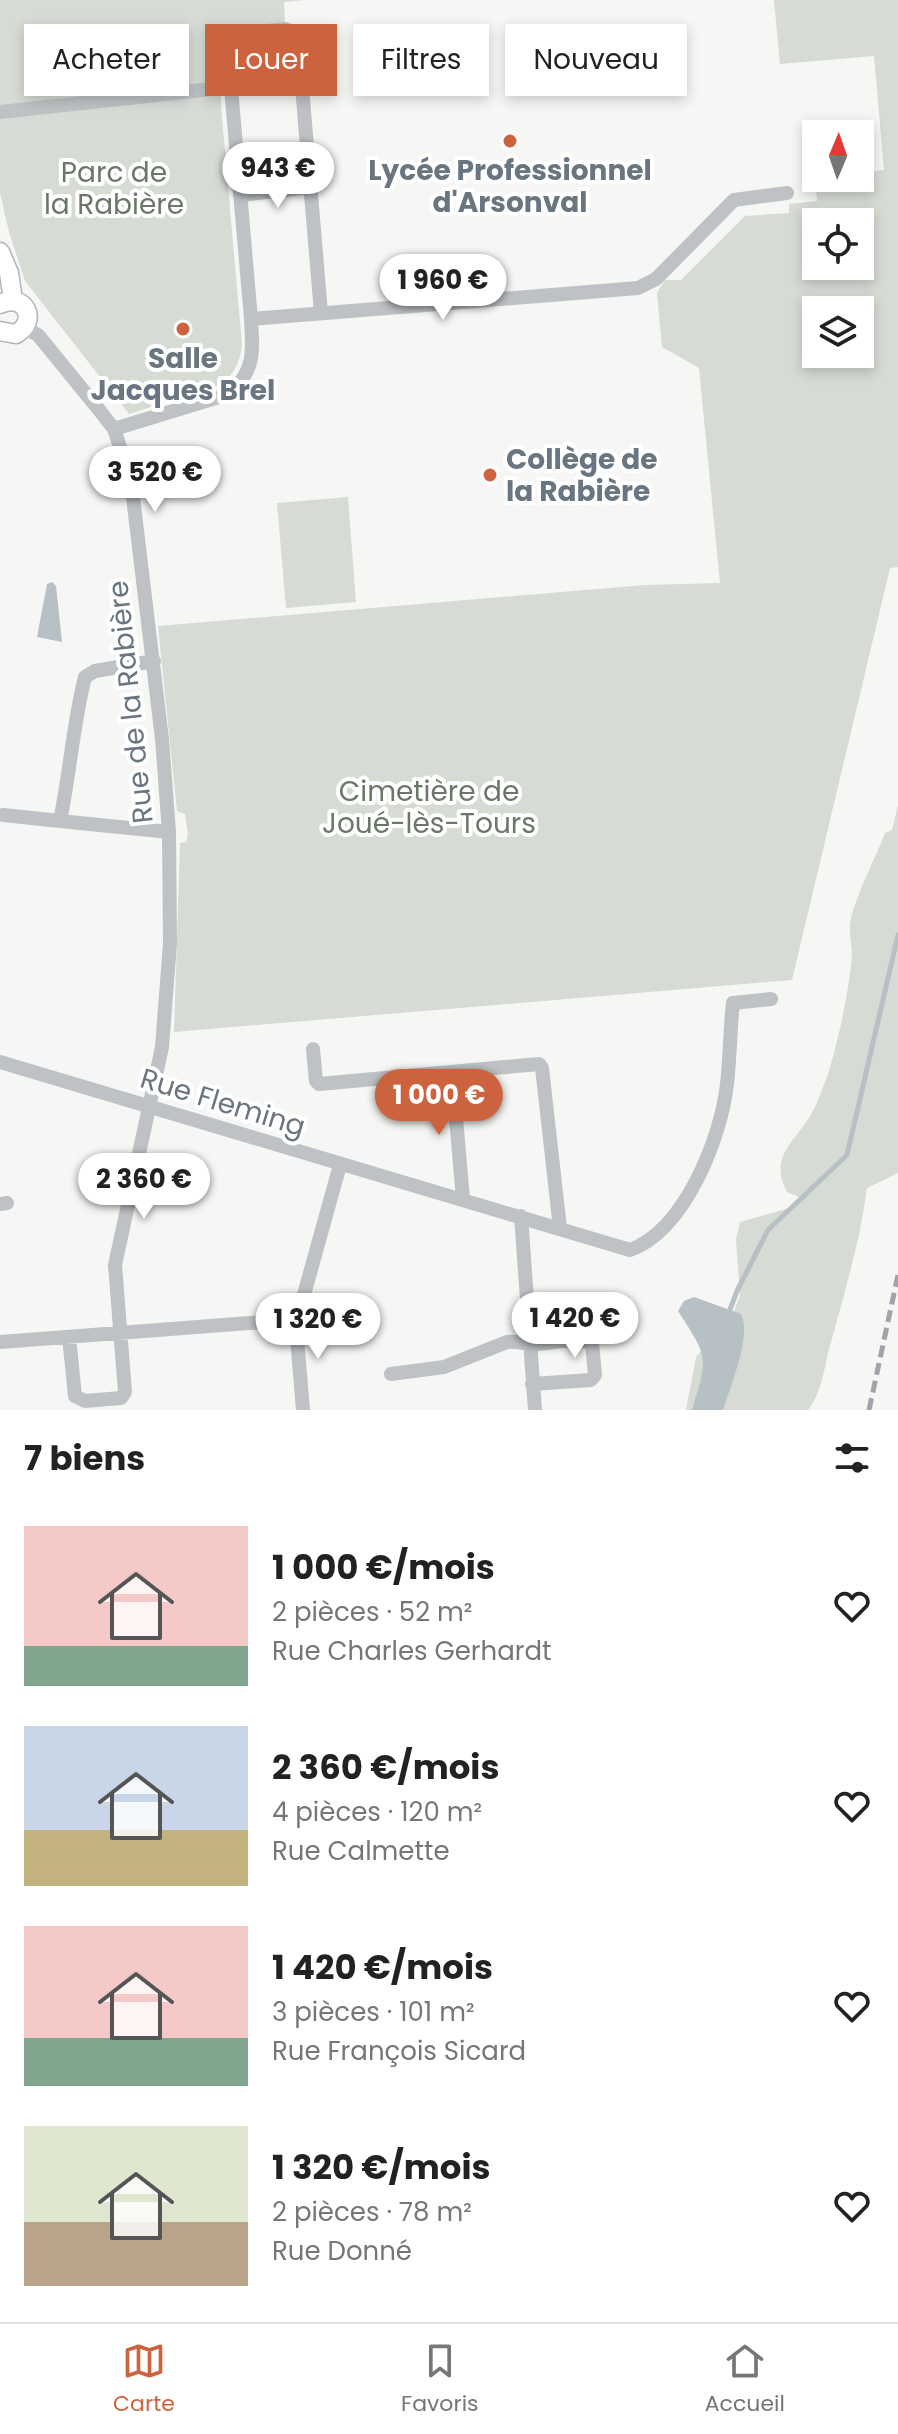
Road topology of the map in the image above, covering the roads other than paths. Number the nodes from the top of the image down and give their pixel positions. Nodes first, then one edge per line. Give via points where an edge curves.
1 (205, 90) edge
2 (231, 96) edge
3 (303, 96) edge
4 (0, 112) edge
5 (311, 187) junction
6 (787, 193) dead end
7 (240, 195) junction
8 (0, 252) edge
9 (6, 302) edge
10 (321, 313) junction
11 (251, 319) junction
12 (24, 328) junction
13 (0, 332) edge
14 (114, 429) junction
15 (154, 661) junction
16 (3, 815) dead end
17 (60, 821) junction
18 (169, 832) junction
19 (771, 999) dead end
20 (313, 1049) dead end
21 (0, 1062) edge
22 (452, 1072) junction
23 (148, 1107) junction
24 (340, 1165) junction
25 (463, 1199) junction
26 (521, 1216) junction
27 (560, 1228) junction
28 (295, 1314) junction
29 (119, 1333) junction
30 (69, 1337) junction
31 (0, 1342) edge
32 (529, 1344) junction
33 (391, 1374) dead end
34 (532, 1384) junction
35 (303, 1410) edge
36 (535, 1410) edge

1 - 4 street
2 - 7 street
3 - 5 street
5 - 7 street
5 - 10 street
6 - 10 street via 734,200 656,279 638,288
7 - 11 street
8 - 9 main road via 9,273
9 - 12 main road via 25,308
10 - 11 street
11 - 14 street via 251,364 232,393
12 - 13 main road via 10,335
12 - 14 street, Rue de la Rabière via 38,335
14 - 15 street, Rue de la Rabière via 132,489
15 - 17 street via 85,677
15 - 18 street, Rue de la Rabière
16 - 17 street
17 - 18 street
18 - 23 street, Rue de la Rabière via 170,943 162,1047
19 - 27 street, Rue Fleming via 733,1003 723,1107 695,1185 660,1229 645,1245 630,1250
20 - 22 street via 319,1084
21 - 23 street, Rue Fleming
22 - 25 street
22 - 27 street via 539,1064 542,1068
23 - 24 street, Rue Fleming
23 - 29 street, Rue de la Rabière via 115,1265
24 - 25 street, Rue Fleming
24 - 28 street
25 - 26 street, Rue Fleming
26 - 27 street, Rue Fleming
26 - 32 street
28 - 29 street via 290,1320
28 - 35 street
29 - 30 street
29 - 30 street, Rue de la Rabière via 125,1392 117,1399 85,1401 75,1396
30 - 31 street
32 - 33 street via 496,1344 444,1367
32 - 34 street
32 - 34 street via 592,1343 595,1375 591,1380
34 - 36 street

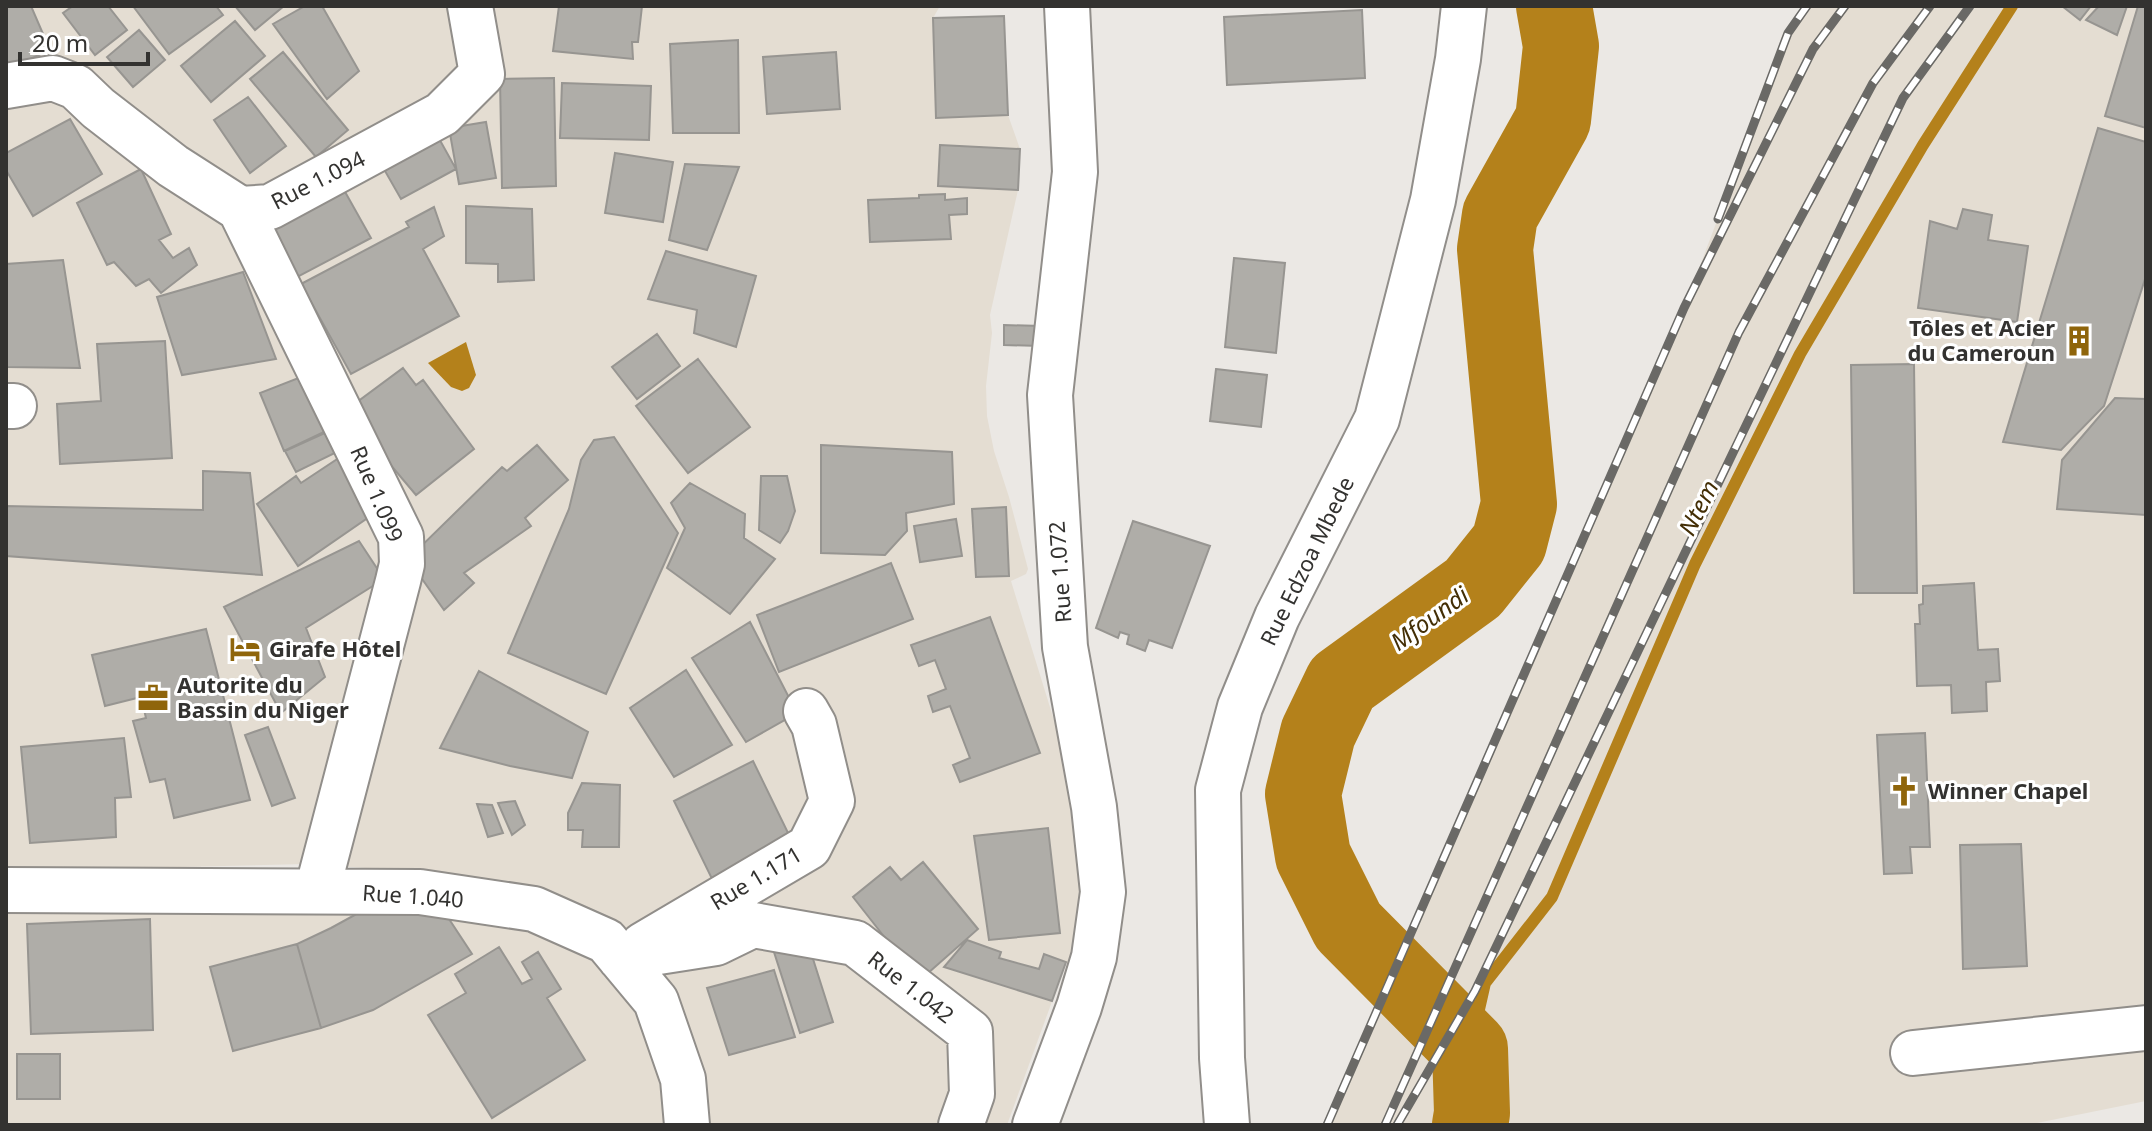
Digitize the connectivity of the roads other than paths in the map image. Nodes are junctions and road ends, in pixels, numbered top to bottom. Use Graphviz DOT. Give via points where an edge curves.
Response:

· · ·

▸ **Your assignment**:
Only an exact, picture-free copy of the entries counts as the answer.

▸ **Solution for this task**:
Road topology of the map in the image above, covering the roads other than paths. Number the nodes from the top of the image down and give their pixel positions. Nodes first, then one edge per line. Give via points where an edge curves.
1 (205, 90) edge
2 (231, 96) edge
3 (303, 96) edge
4 (0, 112) edge
5 (311, 187) junction
6 (787, 193) dead end
7 (240, 195) junction
8 (0, 252) edge
9 (6, 302) edge
10 (321, 313) junction
11 (251, 319) junction
12 (24, 328) junction
13 (0, 332) edge
14 (114, 429) junction
15 (154, 661) junction
16 (3, 815) dead end
17 (60, 821) junction
18 (169, 832) junction
19 (771, 999) dead end
20 (313, 1049) dead end
21 (0, 1062) edge
22 (452, 1072) junction
23 (148, 1107) junction
24 (340, 1165) junction
25 (463, 1199) junction
26 (521, 1216) junction
27 (560, 1228) junction
28 (295, 1314) junction
29 (119, 1333) junction
30 (69, 1337) junction
31 (0, 1342) edge
32 (529, 1344) junction
33 (391, 1374) dead end
34 (532, 1384) junction
35 (303, 1410) edge
36 (535, 1410) edge

1 - 4 street
2 - 7 street
3 - 5 street
5 - 7 street
5 - 10 street
6 - 10 street via 734,200 656,279 638,288
7 - 11 street
8 - 9 main road via 9,273
9 - 12 main road via 25,308
10 - 11 street
11 - 14 street via 251,364 232,393
12 - 13 main road via 10,335
12 - 14 street, Rue de la Rabière via 38,335
14 - 15 street, Rue de la Rabière via 132,489
15 - 17 street via 85,677
15 - 18 street, Rue de la Rabière
16 - 17 street
17 - 18 street
18 - 23 street, Rue de la Rabière via 170,943 162,1047
19 - 27 street, Rue Fleming via 733,1003 723,1107 695,1185 660,1229 645,1245 630,1250
20 - 22 street via 319,1084
21 - 23 street, Rue Fleming
22 - 25 street
22 - 27 street via 539,1064 542,1068
23 - 24 street, Rue Fleming
23 - 29 street, Rue de la Rabière via 115,1265
24 - 25 street, Rue Fleming
24 - 28 street
25 - 26 street, Rue Fleming
26 - 27 street, Rue Fleming
26 - 32 street
28 - 29 street via 290,1320
28 - 35 street
29 - 30 street
29 - 30 street, Rue de la Rabière via 125,1392 117,1399 85,1401 75,1396
30 - 31 street
32 - 33 street via 496,1344 444,1367
32 - 34 street
32 - 34 street via 592,1343 595,1375 591,1380
34 - 36 street

Digitize the connectivity of the roads other than paths in the map image. Nodes are junctions and road ends, in pixels, numbered top to bottom. Use Graphviz DOT. Give via points where an edge curves.
Response:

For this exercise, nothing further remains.